> **Saved entries**
──────────
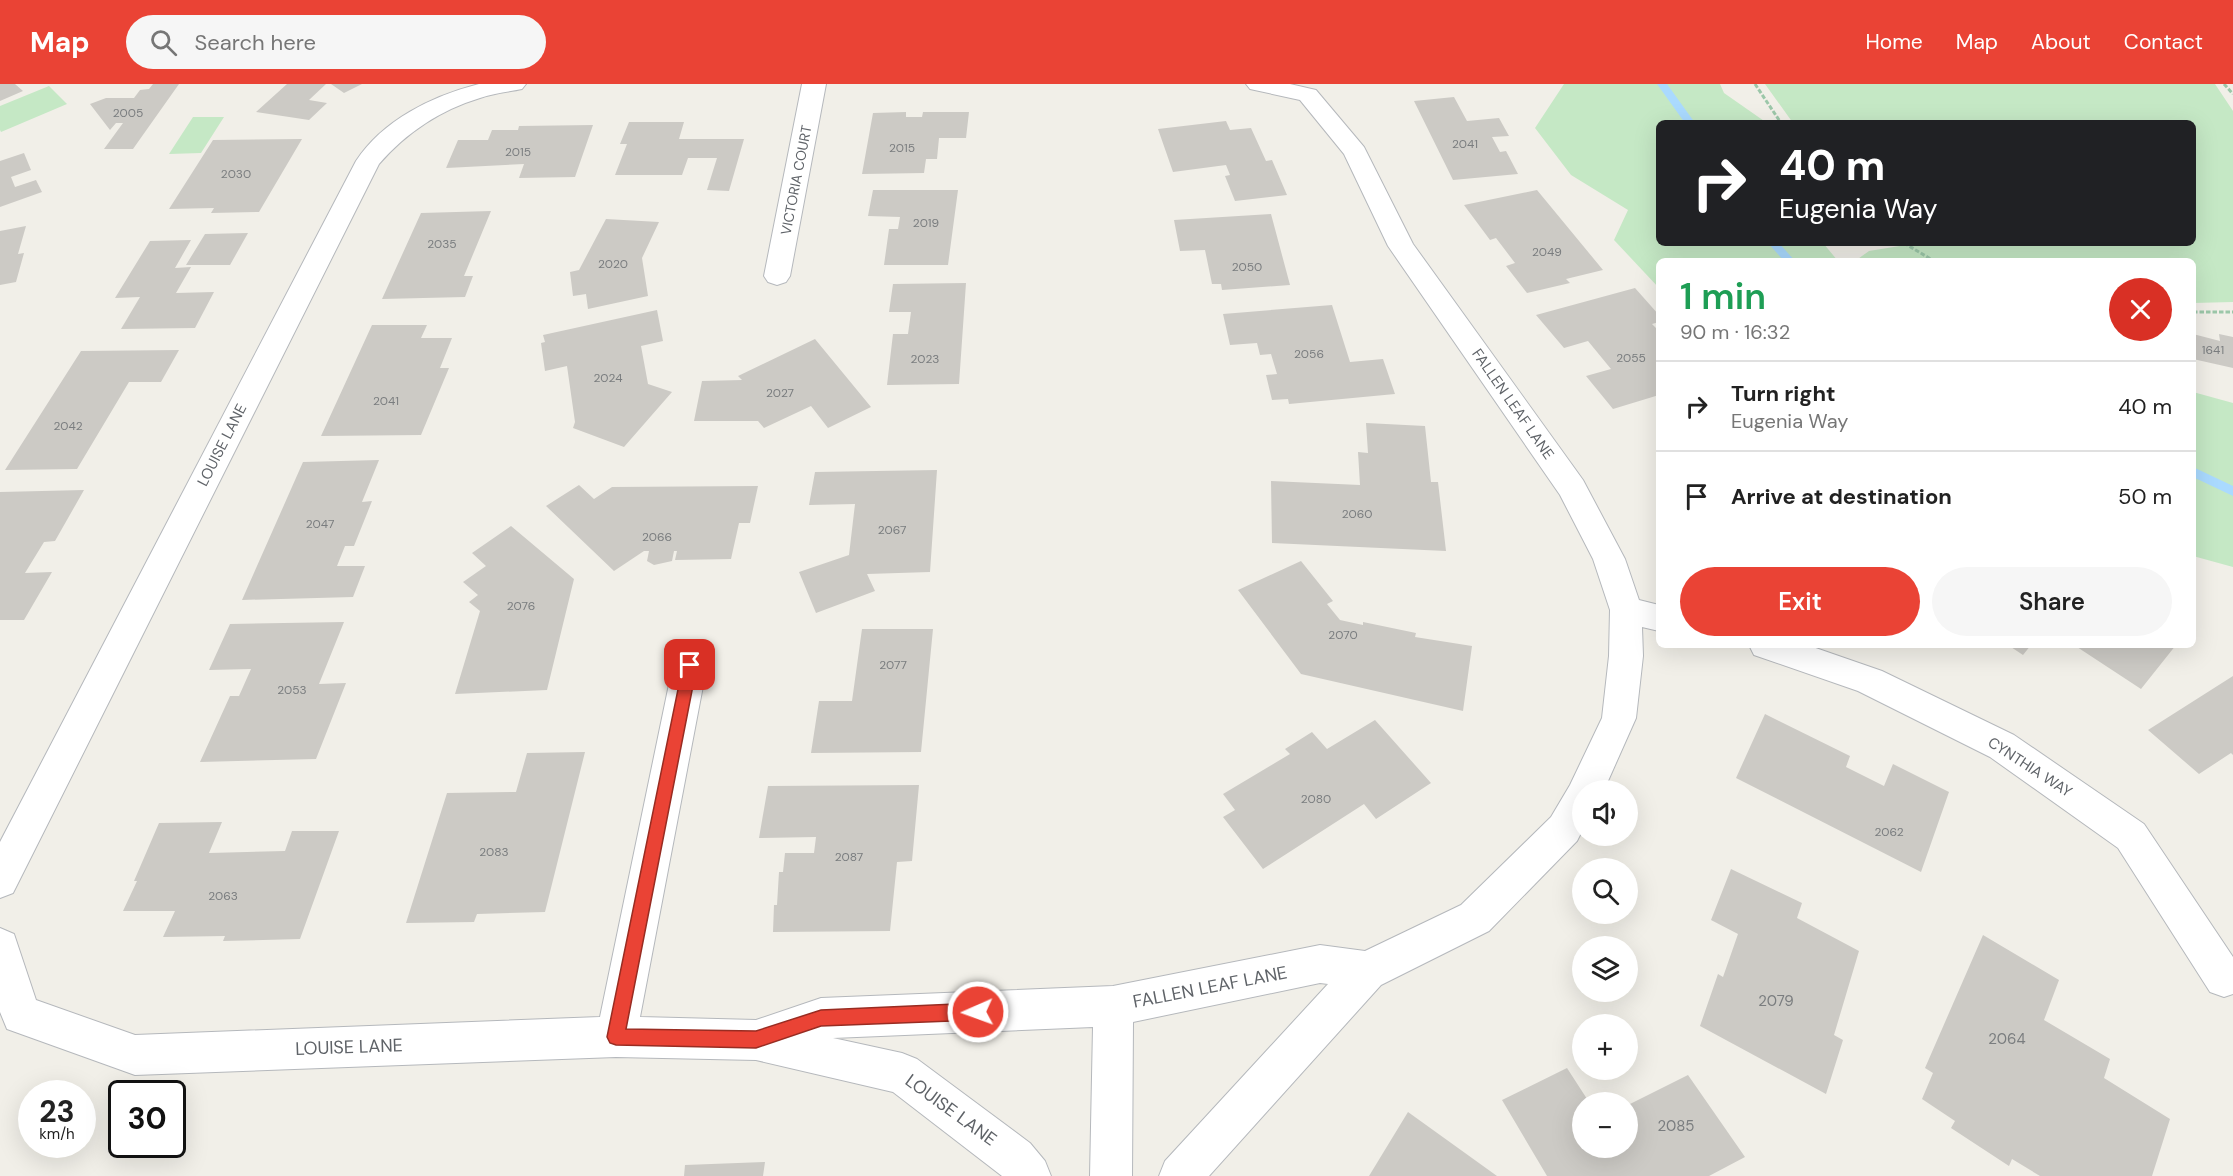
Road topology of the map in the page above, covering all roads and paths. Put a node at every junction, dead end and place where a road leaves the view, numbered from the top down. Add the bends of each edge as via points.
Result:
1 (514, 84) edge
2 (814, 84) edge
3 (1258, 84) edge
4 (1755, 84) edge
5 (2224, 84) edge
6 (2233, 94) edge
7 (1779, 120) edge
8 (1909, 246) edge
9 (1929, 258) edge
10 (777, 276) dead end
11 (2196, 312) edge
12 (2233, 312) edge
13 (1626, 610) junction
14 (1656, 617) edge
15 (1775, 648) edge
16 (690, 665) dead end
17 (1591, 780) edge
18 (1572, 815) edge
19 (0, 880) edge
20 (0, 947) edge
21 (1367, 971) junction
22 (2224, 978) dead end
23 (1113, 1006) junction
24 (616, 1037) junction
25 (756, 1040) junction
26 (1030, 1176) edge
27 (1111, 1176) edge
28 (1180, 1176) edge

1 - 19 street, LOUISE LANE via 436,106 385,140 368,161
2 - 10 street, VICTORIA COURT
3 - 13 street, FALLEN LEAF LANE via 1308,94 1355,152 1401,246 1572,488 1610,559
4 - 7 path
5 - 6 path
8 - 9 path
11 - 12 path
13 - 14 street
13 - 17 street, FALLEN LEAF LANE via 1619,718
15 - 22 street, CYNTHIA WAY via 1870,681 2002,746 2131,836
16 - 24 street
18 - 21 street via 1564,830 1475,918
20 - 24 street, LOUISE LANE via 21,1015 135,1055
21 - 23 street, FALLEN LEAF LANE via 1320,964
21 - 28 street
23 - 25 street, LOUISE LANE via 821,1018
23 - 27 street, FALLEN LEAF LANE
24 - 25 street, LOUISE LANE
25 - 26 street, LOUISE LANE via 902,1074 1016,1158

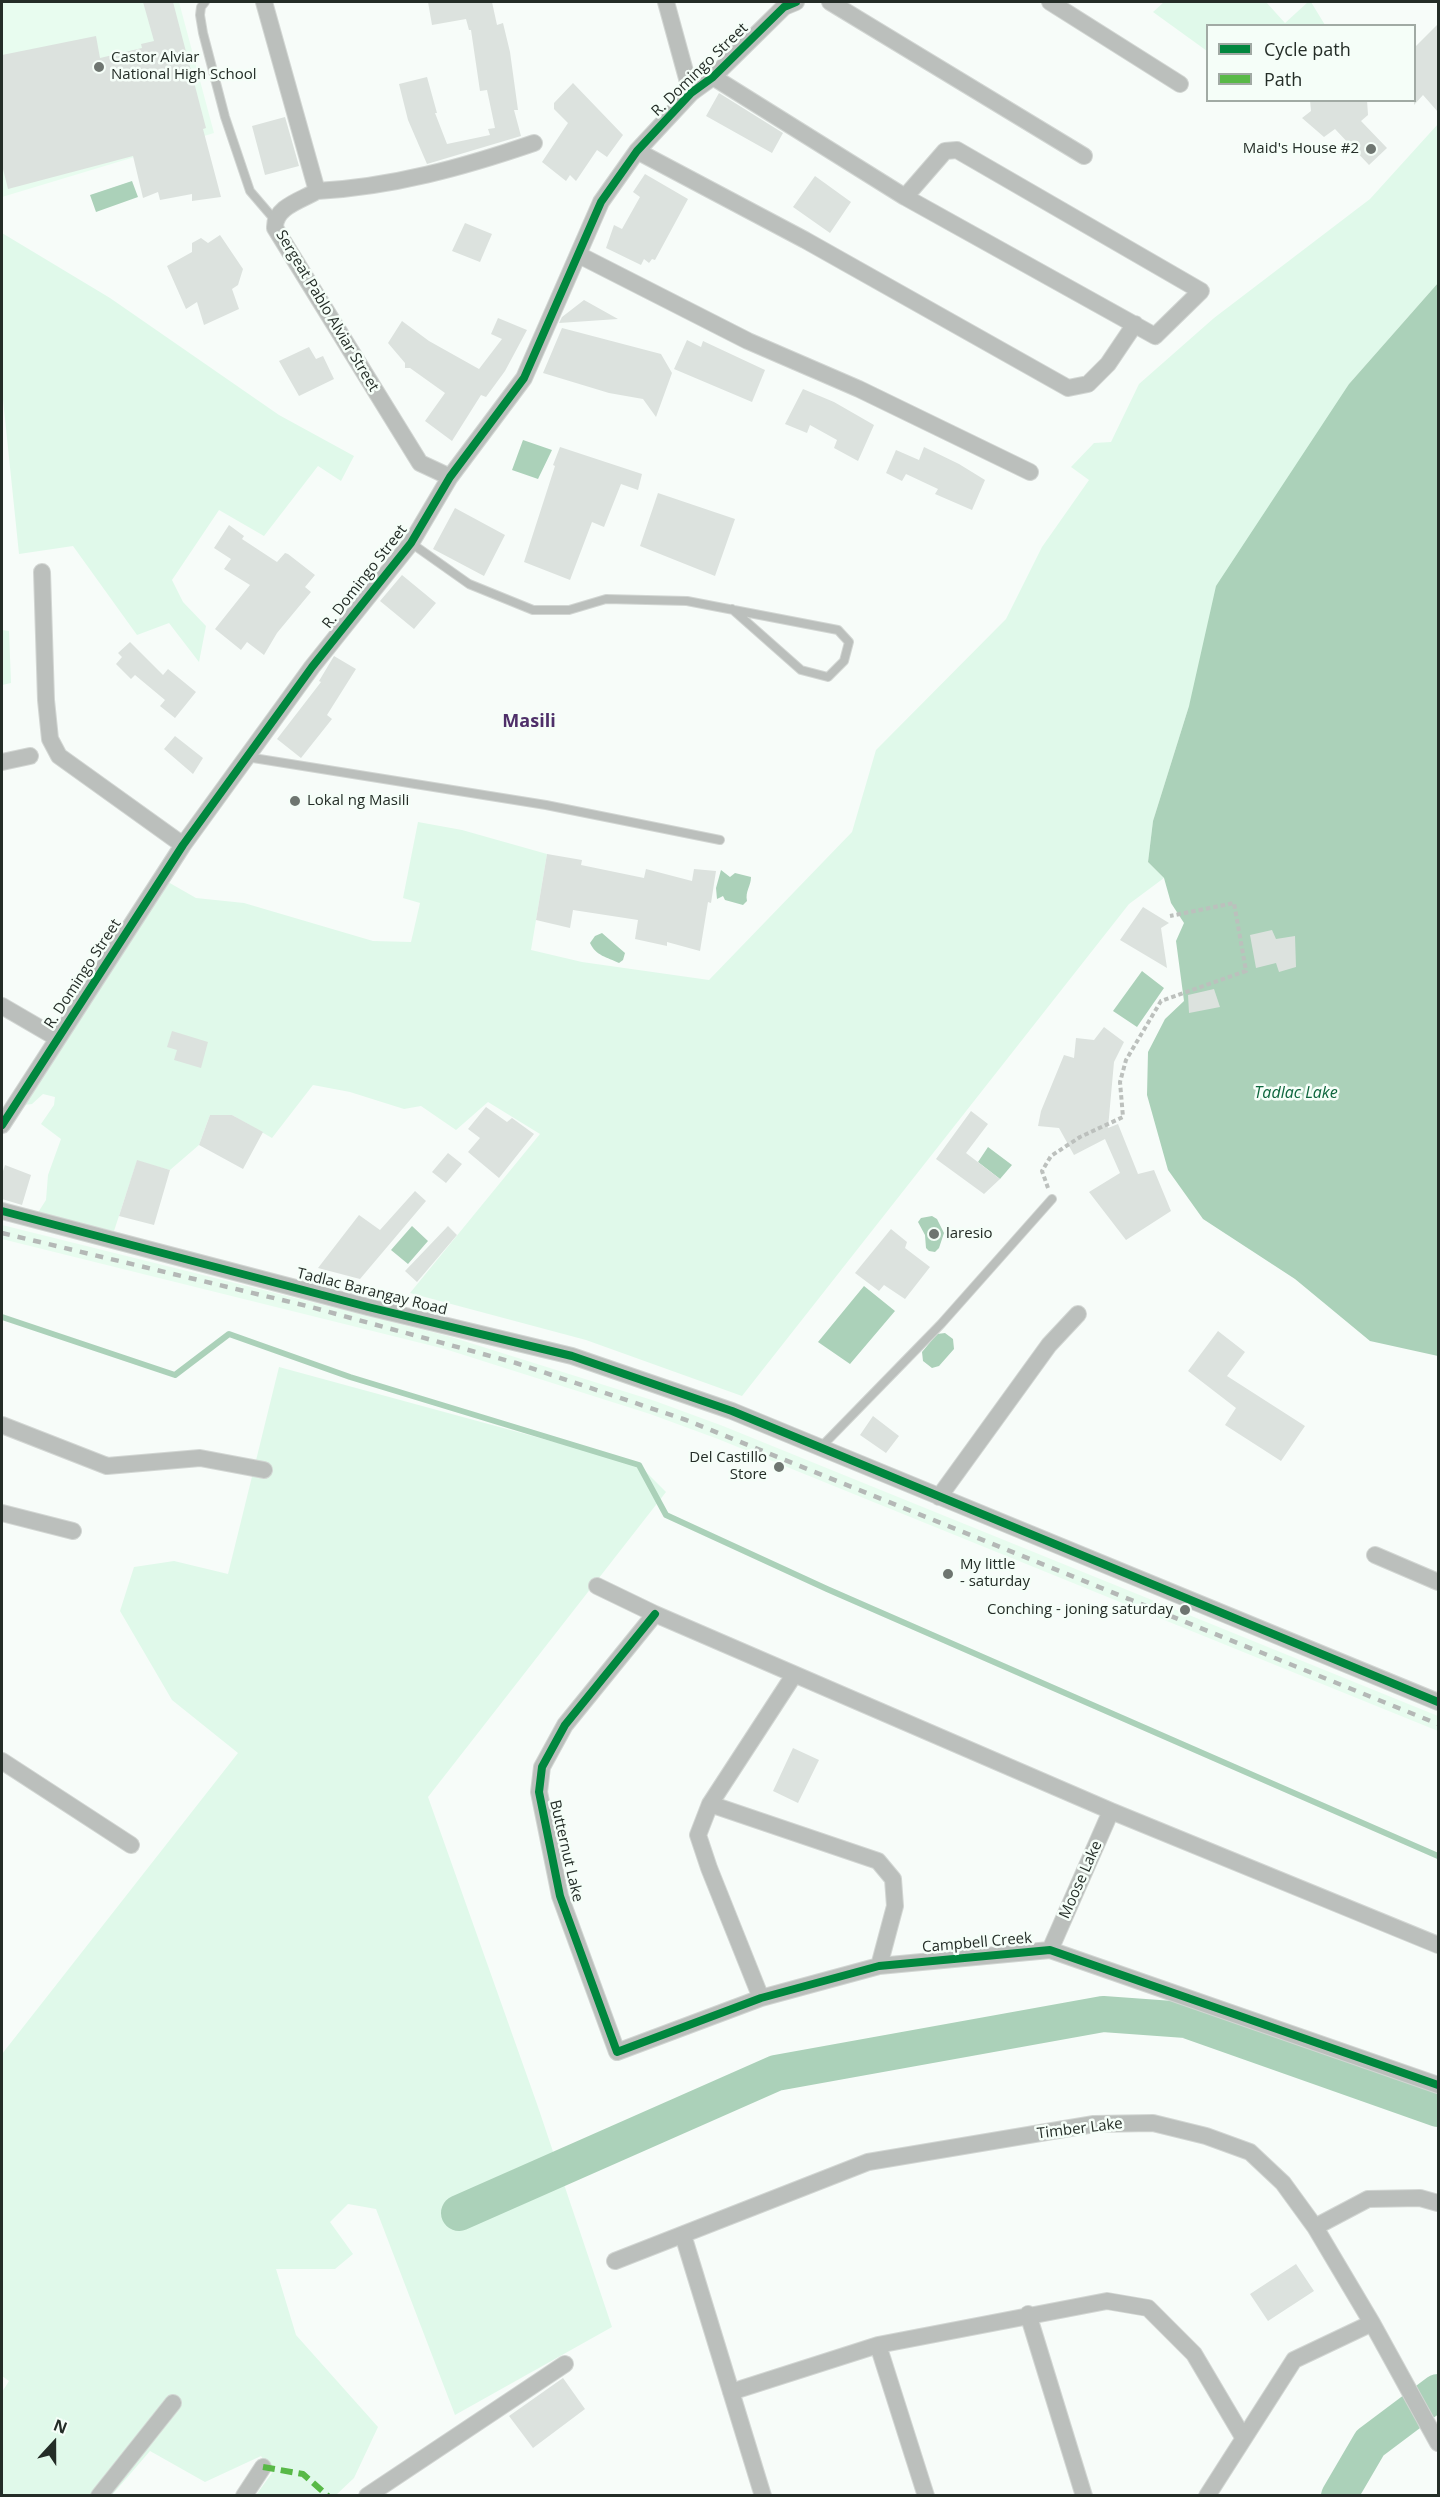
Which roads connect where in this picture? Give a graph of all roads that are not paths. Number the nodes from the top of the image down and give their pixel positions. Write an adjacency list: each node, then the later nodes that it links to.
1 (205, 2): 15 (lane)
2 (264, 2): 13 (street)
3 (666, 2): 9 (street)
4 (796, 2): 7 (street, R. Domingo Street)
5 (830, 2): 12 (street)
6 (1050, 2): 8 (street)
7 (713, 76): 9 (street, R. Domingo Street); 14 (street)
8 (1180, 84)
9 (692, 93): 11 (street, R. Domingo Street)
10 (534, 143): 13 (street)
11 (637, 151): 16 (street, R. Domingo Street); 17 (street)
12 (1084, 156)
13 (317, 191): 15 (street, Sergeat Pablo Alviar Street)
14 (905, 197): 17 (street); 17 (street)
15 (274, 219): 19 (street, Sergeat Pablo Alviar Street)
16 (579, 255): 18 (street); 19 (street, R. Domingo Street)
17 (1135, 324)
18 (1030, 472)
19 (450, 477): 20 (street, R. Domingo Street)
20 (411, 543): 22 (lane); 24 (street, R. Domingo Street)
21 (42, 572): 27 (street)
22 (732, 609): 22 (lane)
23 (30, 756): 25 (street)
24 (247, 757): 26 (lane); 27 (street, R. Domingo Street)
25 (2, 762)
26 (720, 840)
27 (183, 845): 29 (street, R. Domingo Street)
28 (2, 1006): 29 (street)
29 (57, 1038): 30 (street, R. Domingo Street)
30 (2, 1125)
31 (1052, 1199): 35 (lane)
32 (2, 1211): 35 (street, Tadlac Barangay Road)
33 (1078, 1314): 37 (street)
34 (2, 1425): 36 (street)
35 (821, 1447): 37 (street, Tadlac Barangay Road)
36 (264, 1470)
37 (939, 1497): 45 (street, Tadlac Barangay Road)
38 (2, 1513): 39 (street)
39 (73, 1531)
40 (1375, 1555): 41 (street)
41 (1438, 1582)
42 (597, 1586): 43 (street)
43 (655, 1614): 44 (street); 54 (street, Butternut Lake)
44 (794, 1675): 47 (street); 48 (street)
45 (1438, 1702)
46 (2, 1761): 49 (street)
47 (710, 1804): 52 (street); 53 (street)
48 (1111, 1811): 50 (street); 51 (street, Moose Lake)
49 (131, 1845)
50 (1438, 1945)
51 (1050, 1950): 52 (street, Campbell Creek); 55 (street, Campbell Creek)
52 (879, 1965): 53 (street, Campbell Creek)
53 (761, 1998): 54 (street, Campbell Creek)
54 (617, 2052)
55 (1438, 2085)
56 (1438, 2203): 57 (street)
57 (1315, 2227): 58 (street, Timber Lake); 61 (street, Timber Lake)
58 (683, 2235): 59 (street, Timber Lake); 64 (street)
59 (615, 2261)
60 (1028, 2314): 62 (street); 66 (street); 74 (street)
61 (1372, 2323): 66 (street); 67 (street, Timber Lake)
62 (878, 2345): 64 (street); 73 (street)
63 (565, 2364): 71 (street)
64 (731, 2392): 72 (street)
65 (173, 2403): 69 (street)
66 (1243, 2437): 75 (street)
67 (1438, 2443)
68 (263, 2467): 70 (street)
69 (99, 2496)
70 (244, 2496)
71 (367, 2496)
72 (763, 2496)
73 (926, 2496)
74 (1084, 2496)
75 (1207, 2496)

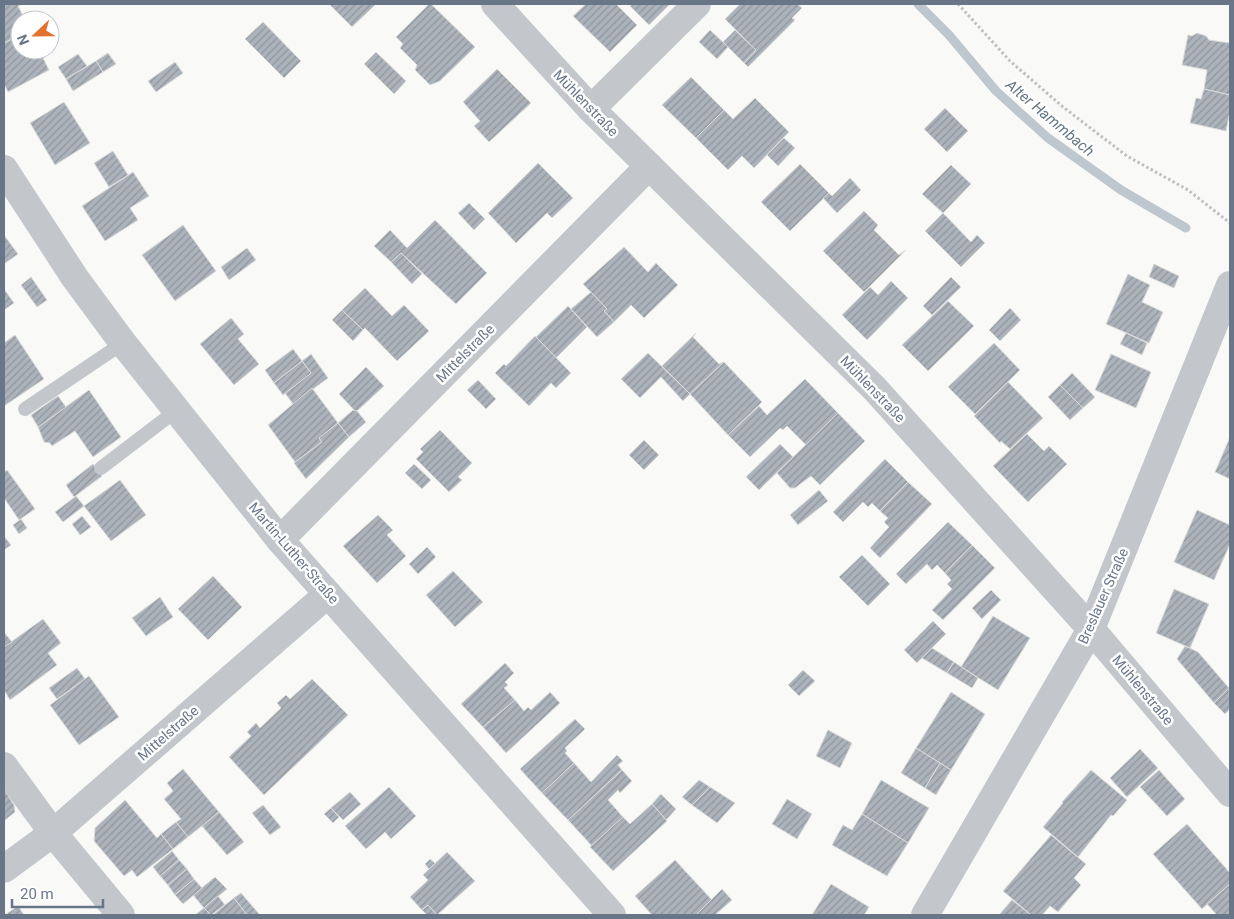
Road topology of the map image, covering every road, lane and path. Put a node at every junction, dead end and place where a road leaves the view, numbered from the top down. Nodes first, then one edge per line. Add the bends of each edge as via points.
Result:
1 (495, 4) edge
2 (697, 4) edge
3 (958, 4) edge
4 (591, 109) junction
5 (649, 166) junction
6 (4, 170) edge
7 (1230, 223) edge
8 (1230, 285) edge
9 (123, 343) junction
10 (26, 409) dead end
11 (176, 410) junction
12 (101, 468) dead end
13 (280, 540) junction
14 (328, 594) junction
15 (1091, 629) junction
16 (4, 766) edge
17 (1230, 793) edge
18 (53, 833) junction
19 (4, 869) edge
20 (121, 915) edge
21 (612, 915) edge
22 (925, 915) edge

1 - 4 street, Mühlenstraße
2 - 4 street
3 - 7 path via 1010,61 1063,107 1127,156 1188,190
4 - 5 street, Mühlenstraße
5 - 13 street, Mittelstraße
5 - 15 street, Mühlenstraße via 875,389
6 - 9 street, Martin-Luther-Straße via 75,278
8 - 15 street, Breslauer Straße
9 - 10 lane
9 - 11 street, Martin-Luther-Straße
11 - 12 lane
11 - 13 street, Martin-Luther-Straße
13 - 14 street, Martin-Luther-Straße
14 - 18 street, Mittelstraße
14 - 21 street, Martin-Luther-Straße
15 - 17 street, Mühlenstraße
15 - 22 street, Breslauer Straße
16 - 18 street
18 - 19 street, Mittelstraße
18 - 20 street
──────────
For each line above that carries the word "Pablo", copy it out.

13 (317, 191): 15 (street, Sergeat Pablo Alviar Street)
15 (274, 219): 19 (street, Sergeat Pablo Alviar Street)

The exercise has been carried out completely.